Russell, based in Bamberg, Germany, has been charged in the Monday deaths of five fellow servicemembers after he allegedly wrested a gun from an armed escort as he was being removed from the mental health clinic and then returned to the clinic and opened fire, according to The Associated Press.

Russell’s father, Wilburn Russell, said Tuesday that his son was undergoing stressful mental tests that he didn’t understand were merely tests, “so they broke him.”

The mental health clinic in Baghdad did more harm than good for Russell, his dad told Texas TV station KXII.

“The purpose of the stress clinic is to find out what will break your spirit, what will break your will and one way to do it is to tell them, ‘That’s it. You don’t belong in the military. Get out of here,’ ” Wilburn Russell told the TV station.

The military, however, refused to discuss Wilburn Russell’s comments because the incident is under investigation.

“Until those facts are brought out, I would not be able to address that type of question,” Lt. Col. David Patterson, a spokesman with Multi-National Corps–Iraq, said Wednesday.

Patterson refrained from discussing specifics on why Russell — with just weeks left on his deployment — was not medically evacuated from Iraq when his chain of command became concerned with his behavior.

For a common mental health issue in a noncrisis situation, individuals would only be medically evacuated from a deployed environment after they underwent treatment downrange and it was determined that they needed to be transferred to the next level of care for continued treatment, said Dr. Daphne Brown, chief of the behavioral health division at Landstuhl Regional Medical Center in Germany. Brown did not want to specifically address the Russell case.

The Landstuhl hospital is a stopover for troubled troops from downrange being treated for mental health issues.

Russell, 44, was on his third tour in Iraq and had been deployed twice before to other locations.

Noncommissioned troops on their third and fourth deployments are more than twice as likely to have mental health problems as NCOs serving on their first deployment, according to the latest Army report on the mental health of deployed soldiers.

Four soldiers, including two from the Grafenwöhr, Germany-based 172nd Infantry Brigade, and one sailor died after the incident at Camp Liberty. Russell was taken into custody.

Russell, assigned to the 54th Engineer Battalion, has been charged with five counts of murder and one count of aggravated assault in the shootings, the AP reported.

As a result of the shooting, the Army has launched an investigation to determine if it needs more people and facilities downrange to deal with combat stress.
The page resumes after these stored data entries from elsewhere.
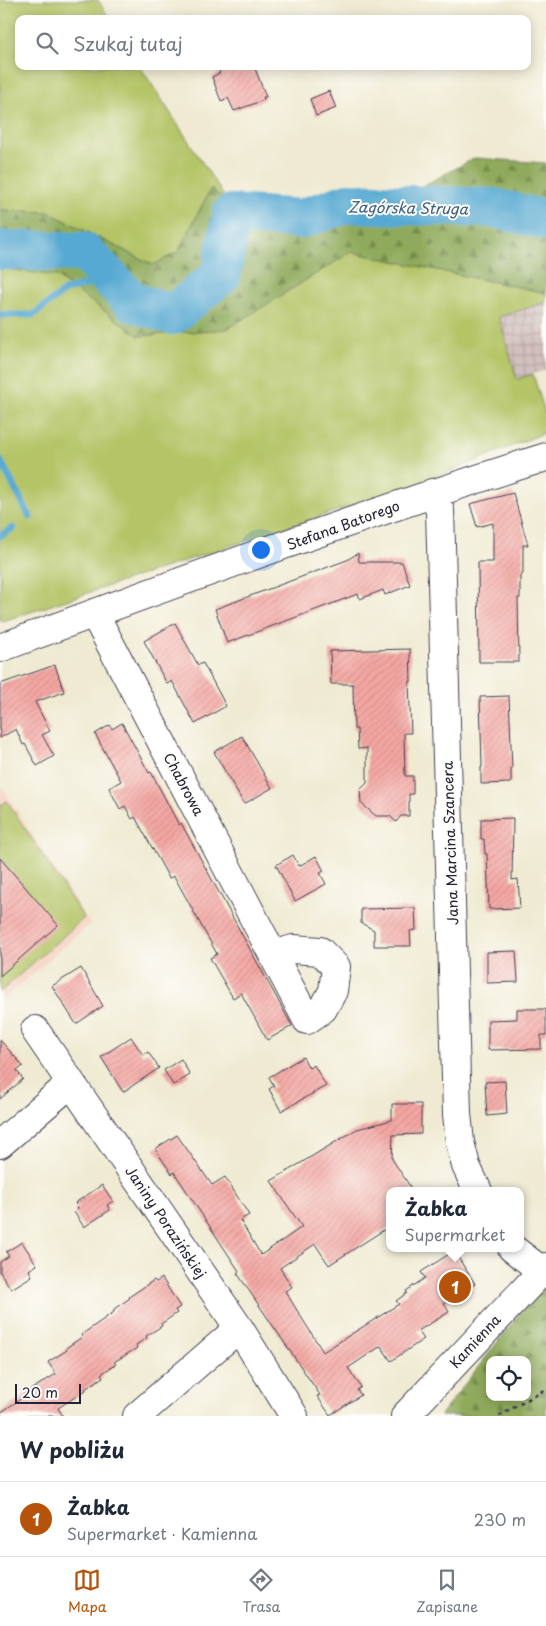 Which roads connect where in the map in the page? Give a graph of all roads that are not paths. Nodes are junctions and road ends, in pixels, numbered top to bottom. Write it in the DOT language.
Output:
graph roads {
  1 [pos="546,457"];
  2 [pos="432,493"];
  3 [pos="94,613"];
  4 [pos="0,648"];
  5 [pos="273,955"];
  6 [pos="35,1030"];
  7 [pos="71,1083"];
  8 [pos="0,1144"];
  9 [pos="476,1187"];
  10 [pos="518,1252"];
  11 [pos="544,1269"];
  12 [pos="239,1328"];
  13 [pos="137,1416"];
  14 [pos="294,1416"];
  15 [pos="405,1416"];
  1 -- 2 [label="street, Stefana Batorego"];
  2 -- 3 [label="street, Stefana Batorego"];
  2 -- 9 [label="street, Jana Marcina Szancera"];
  3 -- 4 [label="street, Stefana Batorego"];
  3 -- 5 [label="street, Chabrowa"];
  6 -- 7 [label="street, Janiny Porazińskiej"];
  7 -- 8 [label="street"];
  7 -- 12 [label="street, Janiny Porazińskiej"];
  10 -- 11 [label="street"];
  11 -- 15 [label="street, Kamienna"];
  12 -- 13 [label="street"];
  12 -- 14 [label="street, Janiny Porazińskiej"];
} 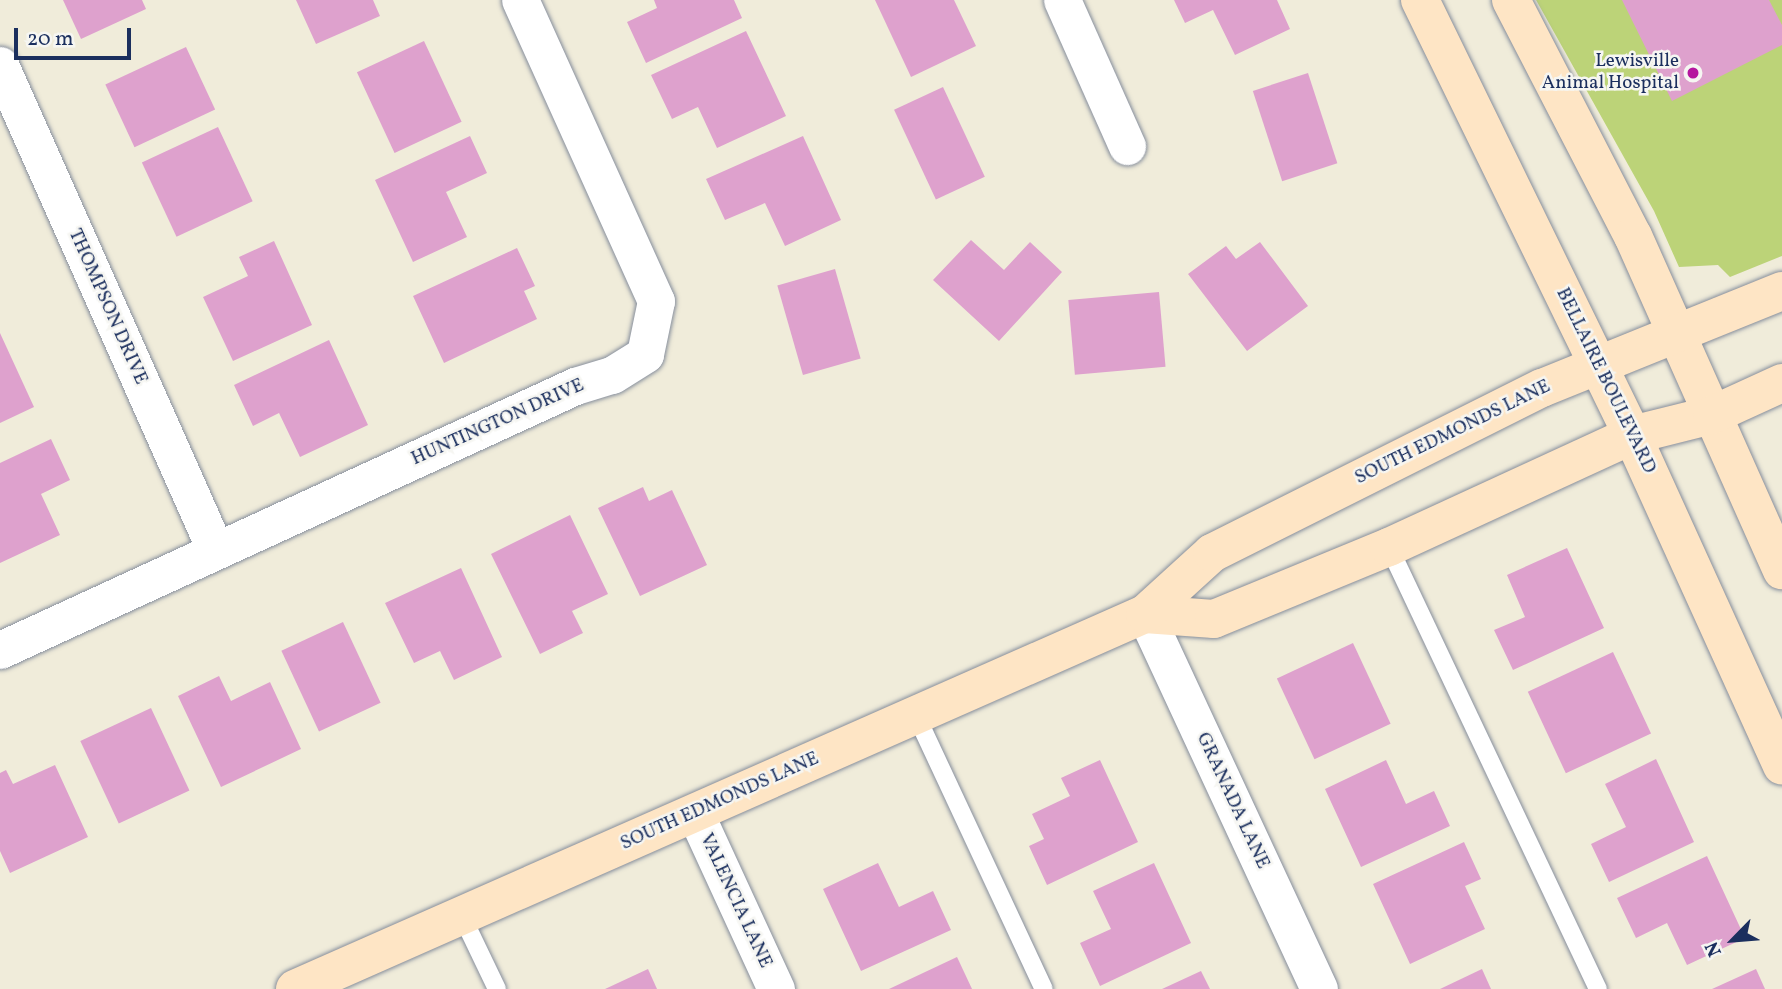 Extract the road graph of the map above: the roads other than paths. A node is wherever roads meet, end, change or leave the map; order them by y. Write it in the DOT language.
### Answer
graph roads {
  1 [pos="520,0"];
  2 [pos="1062,0"];
  3 [pos="1420,0"];
  4 [pos="1511,0"];
  5 [pos="0,65"];
  6 [pos="1127,145"];
  7 [pos="1782,291"];
  8 [pos="1675,335"];
  9 [pos="1598,365"];
  10 [pos="1782,383"];
  11 [pos="1712,415"];
  12 [pos="1632,435"];
  13 [pos="1389,547"];
  14 [pos="215,549"];
  15 [pos="1782,570"];
  16 [pos="1145,614"];
  17 [pos="0,650"];
  18 [pos="916,715"];
  19 [pos="1782,765"];
  20 [pos="695,813"];
  21 [pos="462,916"];
  22 [pos="295,989"];
  23 [pos="498,989"];
  24 [pos="776,989"];
  25 [pos="1044,989"];
  26 [pos="1319,989"];
  27 [pos="1598,989"];
  1 -- 14 [label="street, HUNTINGTON DRIVE"];
  2 -- 6 [label="street"];
  3 -- 9 [label="street, BELLAIRE BOULEVARD"];
  4 -- 8 [label="street"];
  5 -- 14 [label="street, THOMPSON DRIVE"];
  7 -- 8 [label="street, SOUTH EDMONDS LANE"];
  8 -- 9 [label="street, SOUTH EDMONDS LANE"];
  8 -- 11 [label="street"];
  9 -- 12 [label="street, BELLAIRE BOULEVARD"];
  9 -- 16 [label="street, SOUTH EDMONDS LANE"];
  10 -- 11 [label="street, SOUTH EDMONDS LANE"];
  11 -- 12 [label="street, SOUTH EDMONDS LANE"];
  11 -- 15 [label="street"];
  12 -- 13 [label="street, SOUTH EDMONDS LANE"];
  12 -- 19 [label="street, BELLAIRE BOULEVARD"];
  13 -- 16 [label="street, SOUTH EDMONDS LANE"];
  13 -- 27 [label="lane"];
  14 -- 17 [label="street, HUNTINGTON DRIVE"];
  16 -- 18 [label="street, SOUTH EDMONDS LANE"];
  16 -- 26 [label="street, GRANADA LANE"];
  18 -- 20 [label="street, SOUTH EDMONDS LANE"];
  18 -- 25 [label="lane"];
  20 -- 21 [label="street, SOUTH EDMONDS LANE"];
  20 -- 24 [label="street, VALENCIA LANE"];
  21 -- 22 [label="street, SOUTH EDMONDS LANE"];
  21 -- 23 [label="lane"];
}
Russell had several stresses, his father told the news station. Russell had a house built last summer in Sherman, Texas, is paying a $1,500 a month mortgage, has a father-in-law sick with cancer, has a son with cysts on his liver and his own father recently underwent surgery to receive an artificial stomach.

At least since 2003, soldiers have been given health screenings both before and after deployments. In 2005, the Army began using post-deployment health reassessments to screen soldiers about three to four months after returning from war zones. The three-part process for the follow-up reassessments has soldiers undergoing stress resiliency training, filling out forms asking about physical and behavioral health concerns and speaking one-on-one with health-care providers, according to an Army news release.

Having last redeployed from Iraq in October 2006, Russell presumably received a post-deployment health reassessment.

“Soldiers with stress problems may be reluctant to seek the help they need,” Army Surgeon General Lt. Gen. Eric B. Schoomaker said in a news release dated March 24, 2008. “The PDHRA bypasses this reluctance or stigma by bringing the medical system directly to the soldier.”

Last year, the Army medical system in Europe added 65 behavioral health staff members, said Steve Davis, a spokesman with Europe Regional Medical Command.

“There is a concentrated and ongoing effort to make sure soldiers at the grass-roots level have access to help if they need it,” Davis said. “There are resources available.”

Stars and Stripes reporter Geoff Ziezulewicz contributed to this story.